Could you retype all of the entries below word for word?

+ + +

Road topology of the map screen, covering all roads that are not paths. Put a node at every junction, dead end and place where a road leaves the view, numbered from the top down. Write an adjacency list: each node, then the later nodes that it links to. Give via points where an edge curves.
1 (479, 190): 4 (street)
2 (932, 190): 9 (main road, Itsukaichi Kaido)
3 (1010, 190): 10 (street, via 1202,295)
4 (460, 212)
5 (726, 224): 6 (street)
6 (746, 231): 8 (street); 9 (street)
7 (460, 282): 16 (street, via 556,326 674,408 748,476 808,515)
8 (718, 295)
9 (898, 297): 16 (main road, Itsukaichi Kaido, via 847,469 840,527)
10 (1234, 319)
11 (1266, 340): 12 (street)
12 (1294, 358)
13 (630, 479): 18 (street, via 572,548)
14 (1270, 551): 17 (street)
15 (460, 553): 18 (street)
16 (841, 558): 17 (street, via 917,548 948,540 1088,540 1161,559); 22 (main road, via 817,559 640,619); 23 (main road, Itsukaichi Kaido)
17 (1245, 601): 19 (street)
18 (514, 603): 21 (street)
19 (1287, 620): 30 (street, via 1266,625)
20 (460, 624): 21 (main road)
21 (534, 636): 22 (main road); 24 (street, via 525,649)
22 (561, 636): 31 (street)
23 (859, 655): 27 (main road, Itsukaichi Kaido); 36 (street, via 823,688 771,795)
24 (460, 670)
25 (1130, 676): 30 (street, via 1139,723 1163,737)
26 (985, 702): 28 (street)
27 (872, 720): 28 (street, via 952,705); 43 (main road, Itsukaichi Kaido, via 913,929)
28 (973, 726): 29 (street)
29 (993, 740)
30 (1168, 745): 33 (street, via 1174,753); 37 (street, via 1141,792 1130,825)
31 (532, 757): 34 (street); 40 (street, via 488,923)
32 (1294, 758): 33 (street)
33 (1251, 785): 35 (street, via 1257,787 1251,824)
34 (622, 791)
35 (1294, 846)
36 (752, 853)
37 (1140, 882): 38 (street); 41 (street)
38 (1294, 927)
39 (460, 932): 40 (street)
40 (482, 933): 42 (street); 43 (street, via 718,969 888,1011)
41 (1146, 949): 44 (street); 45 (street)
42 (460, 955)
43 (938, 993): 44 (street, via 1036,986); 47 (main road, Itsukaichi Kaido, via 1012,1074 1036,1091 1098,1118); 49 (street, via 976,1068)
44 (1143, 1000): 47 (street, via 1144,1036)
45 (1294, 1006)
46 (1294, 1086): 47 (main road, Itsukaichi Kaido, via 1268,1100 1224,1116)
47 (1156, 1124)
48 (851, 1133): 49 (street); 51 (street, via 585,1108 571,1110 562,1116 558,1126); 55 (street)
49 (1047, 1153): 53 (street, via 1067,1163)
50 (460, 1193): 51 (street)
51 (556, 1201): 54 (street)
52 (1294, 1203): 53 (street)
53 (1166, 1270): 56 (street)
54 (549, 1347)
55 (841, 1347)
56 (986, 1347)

+ + +

Response to the task:
Road topology of the map screen, covering all roads that are not paths. Put a node at every junction, dead end and place where a road leaves the view, numbered from the top down. Write an adjacency list: each node, then the later nodes that it links to. Give via points where an edge curves.
1 (479, 190): 4 (street)
2 (932, 190): 9 (main road, Itsukaichi Kaido)
3 (1010, 190): 10 (street, via 1202,295)
4 (460, 212)
5 (726, 224): 6 (street)
6 (746, 231): 8 (street); 9 (street)
7 (460, 282): 16 (street, via 556,326 674,408 748,476 808,515)
8 (718, 295)
9 (898, 297): 16 (main road, Itsukaichi Kaido, via 847,469 840,527)
10 (1234, 319)
11 (1266, 340): 12 (street)
12 (1294, 358)
13 (630, 479): 18 (street, via 572,548)
14 (1270, 551): 17 (street)
15 (460, 553): 18 (street)
16 (841, 558): 17 (street, via 917,548 948,540 1088,540 1161,559); 22 (main road, via 817,559 640,619); 23 (main road, Itsukaichi Kaido)
17 (1245, 601): 19 (street)
18 (514, 603): 21 (street)
19 (1287, 620): 30 (street, via 1266,625)
20 (460, 624): 21 (main road)
21 (534, 636): 22 (main road); 24 (street, via 525,649)
22 (561, 636): 31 (street)
23 (859, 655): 27 (main road, Itsukaichi Kaido); 36 (street, via 823,688 771,795)
24 (460, 670)
25 (1130, 676): 30 (street, via 1139,723 1163,737)
26 (985, 702): 28 (street)
27 (872, 720): 28 (street, via 952,705); 43 (main road, Itsukaichi Kaido, via 913,929)
28 (973, 726): 29 (street)
29 (993, 740)
30 (1168, 745): 33 (street, via 1174,753); 37 (street, via 1141,792 1130,825)
31 (532, 757): 34 (street); 40 (street, via 488,923)
32 (1294, 758): 33 (street)
33 (1251, 785): 35 (street, via 1257,787 1251,824)
34 (622, 791)
35 (1294, 846)
36 (752, 853)
37 (1140, 882): 38 (street); 41 (street)
38 (1294, 927)
39 (460, 932): 40 (street)
40 (482, 933): 42 (street); 43 (street, via 718,969 888,1011)
41 (1146, 949): 44 (street); 45 (street)
42 (460, 955)
43 (938, 993): 44 (street, via 1036,986); 47 (main road, Itsukaichi Kaido, via 1012,1074 1036,1091 1098,1118); 49 (street, via 976,1068)
44 (1143, 1000): 47 (street, via 1144,1036)
45 (1294, 1006)
46 (1294, 1086): 47 (main road, Itsukaichi Kaido, via 1268,1100 1224,1116)
47 (1156, 1124)
48 (851, 1133): 49 (street); 51 (street, via 585,1108 571,1110 562,1116 558,1126); 55 (street)
49 (1047, 1153): 53 (street, via 1067,1163)
50 (460, 1193): 51 (street)
51 (556, 1201): 54 (street)
52 (1294, 1203): 53 (street)
53 (1166, 1270): 56 (street)
54 (549, 1347)
55 (841, 1347)
56 (986, 1347)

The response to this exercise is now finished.